THE INPUT -
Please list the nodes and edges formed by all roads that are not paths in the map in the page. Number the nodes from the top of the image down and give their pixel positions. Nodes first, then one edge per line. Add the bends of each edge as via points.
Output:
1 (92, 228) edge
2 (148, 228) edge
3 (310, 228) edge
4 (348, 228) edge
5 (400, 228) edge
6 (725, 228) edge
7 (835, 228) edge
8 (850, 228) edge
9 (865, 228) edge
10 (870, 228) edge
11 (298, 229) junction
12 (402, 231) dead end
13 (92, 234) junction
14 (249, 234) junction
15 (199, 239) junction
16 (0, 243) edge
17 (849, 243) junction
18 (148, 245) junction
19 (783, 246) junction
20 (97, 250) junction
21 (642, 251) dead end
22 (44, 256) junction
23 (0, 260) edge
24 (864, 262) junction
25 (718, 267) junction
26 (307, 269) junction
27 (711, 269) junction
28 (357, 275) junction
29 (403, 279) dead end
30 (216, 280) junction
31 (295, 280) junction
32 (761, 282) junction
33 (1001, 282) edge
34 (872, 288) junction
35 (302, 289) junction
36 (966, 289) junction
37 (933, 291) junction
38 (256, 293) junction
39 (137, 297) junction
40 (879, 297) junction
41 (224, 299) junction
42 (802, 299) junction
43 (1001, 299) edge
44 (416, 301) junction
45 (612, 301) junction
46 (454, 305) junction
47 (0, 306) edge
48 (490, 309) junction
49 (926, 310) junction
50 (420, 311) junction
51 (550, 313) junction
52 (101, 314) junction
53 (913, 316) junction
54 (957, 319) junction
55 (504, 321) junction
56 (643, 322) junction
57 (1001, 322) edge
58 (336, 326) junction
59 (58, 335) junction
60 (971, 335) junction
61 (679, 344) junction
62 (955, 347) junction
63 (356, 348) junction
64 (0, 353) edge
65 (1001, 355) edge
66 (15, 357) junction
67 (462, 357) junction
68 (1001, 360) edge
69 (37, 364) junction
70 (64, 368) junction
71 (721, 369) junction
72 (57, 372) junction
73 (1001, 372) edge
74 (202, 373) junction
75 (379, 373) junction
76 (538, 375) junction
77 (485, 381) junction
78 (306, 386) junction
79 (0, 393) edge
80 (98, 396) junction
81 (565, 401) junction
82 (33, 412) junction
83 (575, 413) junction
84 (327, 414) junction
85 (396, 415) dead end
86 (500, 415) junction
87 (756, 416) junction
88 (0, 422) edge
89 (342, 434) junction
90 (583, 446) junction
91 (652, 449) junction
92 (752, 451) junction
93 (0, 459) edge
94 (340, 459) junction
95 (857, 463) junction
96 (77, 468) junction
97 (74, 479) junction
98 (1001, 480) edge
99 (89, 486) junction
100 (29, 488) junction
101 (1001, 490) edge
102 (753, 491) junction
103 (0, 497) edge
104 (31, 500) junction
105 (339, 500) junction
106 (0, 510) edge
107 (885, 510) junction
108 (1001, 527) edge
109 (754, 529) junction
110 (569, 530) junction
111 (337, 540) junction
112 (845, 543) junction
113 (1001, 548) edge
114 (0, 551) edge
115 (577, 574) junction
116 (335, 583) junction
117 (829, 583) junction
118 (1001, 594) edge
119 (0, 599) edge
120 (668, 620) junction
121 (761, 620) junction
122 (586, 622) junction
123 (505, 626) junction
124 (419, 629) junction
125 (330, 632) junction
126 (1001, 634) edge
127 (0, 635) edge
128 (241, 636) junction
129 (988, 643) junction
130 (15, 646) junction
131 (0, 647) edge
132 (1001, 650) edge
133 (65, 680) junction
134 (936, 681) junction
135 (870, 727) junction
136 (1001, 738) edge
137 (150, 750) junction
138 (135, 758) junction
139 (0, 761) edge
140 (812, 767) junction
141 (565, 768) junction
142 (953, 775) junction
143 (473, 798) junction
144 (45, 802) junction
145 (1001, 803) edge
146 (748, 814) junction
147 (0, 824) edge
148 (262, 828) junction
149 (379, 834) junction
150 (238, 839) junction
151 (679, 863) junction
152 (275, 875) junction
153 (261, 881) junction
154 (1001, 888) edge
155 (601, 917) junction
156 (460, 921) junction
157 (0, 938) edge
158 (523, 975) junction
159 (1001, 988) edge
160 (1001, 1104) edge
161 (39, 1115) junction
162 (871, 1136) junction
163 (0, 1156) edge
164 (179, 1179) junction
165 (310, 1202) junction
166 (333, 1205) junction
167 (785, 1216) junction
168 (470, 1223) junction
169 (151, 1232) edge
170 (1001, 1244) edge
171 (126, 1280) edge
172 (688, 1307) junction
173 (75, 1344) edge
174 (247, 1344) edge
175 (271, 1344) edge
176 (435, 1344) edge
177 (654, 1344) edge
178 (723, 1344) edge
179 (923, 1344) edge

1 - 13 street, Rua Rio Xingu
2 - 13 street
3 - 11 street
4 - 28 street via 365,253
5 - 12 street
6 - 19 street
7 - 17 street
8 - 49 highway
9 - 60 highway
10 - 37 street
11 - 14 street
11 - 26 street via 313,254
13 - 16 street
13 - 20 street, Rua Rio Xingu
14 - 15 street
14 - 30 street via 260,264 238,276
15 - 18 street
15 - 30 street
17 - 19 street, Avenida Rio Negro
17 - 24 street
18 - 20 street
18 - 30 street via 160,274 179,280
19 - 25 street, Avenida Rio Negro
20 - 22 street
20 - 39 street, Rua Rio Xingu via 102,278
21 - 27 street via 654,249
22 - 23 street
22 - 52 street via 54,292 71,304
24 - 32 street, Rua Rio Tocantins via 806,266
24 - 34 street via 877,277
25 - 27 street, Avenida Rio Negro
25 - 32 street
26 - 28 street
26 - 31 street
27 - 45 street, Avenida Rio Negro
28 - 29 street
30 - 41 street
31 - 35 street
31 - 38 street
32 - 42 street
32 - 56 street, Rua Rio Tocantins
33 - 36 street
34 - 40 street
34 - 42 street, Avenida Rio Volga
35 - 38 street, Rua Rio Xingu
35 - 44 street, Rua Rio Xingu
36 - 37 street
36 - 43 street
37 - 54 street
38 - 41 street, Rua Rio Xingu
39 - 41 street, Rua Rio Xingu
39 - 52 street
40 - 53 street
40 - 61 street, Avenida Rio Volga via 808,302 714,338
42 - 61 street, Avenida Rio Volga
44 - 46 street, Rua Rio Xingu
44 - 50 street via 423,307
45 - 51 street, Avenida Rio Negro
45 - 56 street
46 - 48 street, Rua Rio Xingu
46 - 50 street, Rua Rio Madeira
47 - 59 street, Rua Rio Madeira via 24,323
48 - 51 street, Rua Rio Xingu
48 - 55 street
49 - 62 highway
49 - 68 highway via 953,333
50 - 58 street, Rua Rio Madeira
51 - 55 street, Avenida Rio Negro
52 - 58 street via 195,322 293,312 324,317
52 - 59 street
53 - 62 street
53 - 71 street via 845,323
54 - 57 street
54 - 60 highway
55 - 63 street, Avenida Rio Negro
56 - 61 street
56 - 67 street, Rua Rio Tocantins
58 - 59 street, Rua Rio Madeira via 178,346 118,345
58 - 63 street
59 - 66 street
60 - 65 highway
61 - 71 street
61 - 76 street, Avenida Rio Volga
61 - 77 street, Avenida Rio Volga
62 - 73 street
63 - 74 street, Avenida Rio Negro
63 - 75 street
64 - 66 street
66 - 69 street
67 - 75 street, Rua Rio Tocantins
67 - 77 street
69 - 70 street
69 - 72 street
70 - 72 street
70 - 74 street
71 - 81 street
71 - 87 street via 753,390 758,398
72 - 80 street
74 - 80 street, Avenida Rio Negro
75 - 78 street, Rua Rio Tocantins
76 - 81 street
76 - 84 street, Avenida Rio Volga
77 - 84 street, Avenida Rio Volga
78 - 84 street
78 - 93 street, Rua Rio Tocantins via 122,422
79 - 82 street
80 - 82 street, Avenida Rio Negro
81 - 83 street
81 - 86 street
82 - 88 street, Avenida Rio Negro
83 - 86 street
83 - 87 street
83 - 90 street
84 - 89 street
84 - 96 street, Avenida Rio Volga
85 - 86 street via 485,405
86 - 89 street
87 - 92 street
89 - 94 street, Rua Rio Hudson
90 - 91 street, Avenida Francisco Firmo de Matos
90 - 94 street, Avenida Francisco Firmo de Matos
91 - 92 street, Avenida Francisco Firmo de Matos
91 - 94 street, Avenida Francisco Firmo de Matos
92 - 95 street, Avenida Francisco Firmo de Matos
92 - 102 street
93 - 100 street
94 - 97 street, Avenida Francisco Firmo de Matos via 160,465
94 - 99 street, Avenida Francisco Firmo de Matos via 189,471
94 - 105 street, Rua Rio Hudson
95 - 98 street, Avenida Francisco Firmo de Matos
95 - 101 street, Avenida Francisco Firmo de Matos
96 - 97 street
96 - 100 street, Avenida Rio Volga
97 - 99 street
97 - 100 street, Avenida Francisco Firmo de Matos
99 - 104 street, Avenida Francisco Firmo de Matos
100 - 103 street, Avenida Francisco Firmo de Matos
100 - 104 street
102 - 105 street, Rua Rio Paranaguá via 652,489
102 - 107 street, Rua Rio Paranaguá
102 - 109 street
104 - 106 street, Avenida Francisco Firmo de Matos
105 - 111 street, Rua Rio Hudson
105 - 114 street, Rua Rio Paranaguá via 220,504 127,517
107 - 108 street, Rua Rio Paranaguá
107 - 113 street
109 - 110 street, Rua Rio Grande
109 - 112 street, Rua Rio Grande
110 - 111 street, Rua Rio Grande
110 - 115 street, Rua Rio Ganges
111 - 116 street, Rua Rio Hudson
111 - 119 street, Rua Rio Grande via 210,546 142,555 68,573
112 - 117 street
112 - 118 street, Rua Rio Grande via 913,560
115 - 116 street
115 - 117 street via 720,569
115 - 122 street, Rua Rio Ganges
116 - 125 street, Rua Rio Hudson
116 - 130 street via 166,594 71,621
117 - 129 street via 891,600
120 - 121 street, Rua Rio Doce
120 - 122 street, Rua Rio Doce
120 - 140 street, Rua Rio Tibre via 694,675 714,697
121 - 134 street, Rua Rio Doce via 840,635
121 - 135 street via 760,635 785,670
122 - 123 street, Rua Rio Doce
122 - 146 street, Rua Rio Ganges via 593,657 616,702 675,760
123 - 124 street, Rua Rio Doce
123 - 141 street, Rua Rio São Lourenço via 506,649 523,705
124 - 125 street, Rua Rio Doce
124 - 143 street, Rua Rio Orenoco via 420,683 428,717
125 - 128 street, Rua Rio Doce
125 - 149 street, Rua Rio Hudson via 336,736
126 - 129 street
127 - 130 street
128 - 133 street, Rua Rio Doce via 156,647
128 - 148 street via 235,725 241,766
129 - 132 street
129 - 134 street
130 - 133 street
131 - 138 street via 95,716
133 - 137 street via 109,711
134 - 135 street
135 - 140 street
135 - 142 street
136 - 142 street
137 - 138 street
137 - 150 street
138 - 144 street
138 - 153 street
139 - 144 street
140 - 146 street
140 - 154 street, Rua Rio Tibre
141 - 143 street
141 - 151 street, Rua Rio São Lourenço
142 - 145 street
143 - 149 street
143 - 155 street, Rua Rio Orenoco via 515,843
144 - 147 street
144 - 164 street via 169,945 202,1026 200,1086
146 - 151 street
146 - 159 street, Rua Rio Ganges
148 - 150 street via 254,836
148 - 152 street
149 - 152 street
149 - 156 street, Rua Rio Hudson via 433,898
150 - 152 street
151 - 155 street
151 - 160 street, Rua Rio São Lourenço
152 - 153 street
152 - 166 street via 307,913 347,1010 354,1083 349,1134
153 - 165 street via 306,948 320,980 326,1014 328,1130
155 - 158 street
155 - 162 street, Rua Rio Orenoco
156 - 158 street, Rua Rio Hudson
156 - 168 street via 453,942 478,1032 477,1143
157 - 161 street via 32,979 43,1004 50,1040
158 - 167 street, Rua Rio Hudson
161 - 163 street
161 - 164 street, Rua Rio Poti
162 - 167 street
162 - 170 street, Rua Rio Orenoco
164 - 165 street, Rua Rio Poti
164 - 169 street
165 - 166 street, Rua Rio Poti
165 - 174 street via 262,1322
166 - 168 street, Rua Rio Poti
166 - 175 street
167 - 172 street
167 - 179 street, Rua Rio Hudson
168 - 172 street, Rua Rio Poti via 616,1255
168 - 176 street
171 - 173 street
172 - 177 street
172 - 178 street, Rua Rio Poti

INSTRUCTIONS FOR THE TASK -
If a line in the entries contains the word "Hudson", copy that line out.

SOLUTION TO THIS EXERCISE -
89 - 94 street, Rua Rio Hudson
94 - 105 street, Rua Rio Hudson
105 - 111 street, Rua Rio Hudson
111 - 116 street, Rua Rio Hudson
116 - 125 street, Rua Rio Hudson
125 - 149 street, Rua Rio Hudson via 336,736
149 - 156 street, Rua Rio Hudson via 433,898
156 - 158 street, Rua Rio Hudson
158 - 167 street, Rua Rio Hudson
167 - 179 street, Rua Rio Hudson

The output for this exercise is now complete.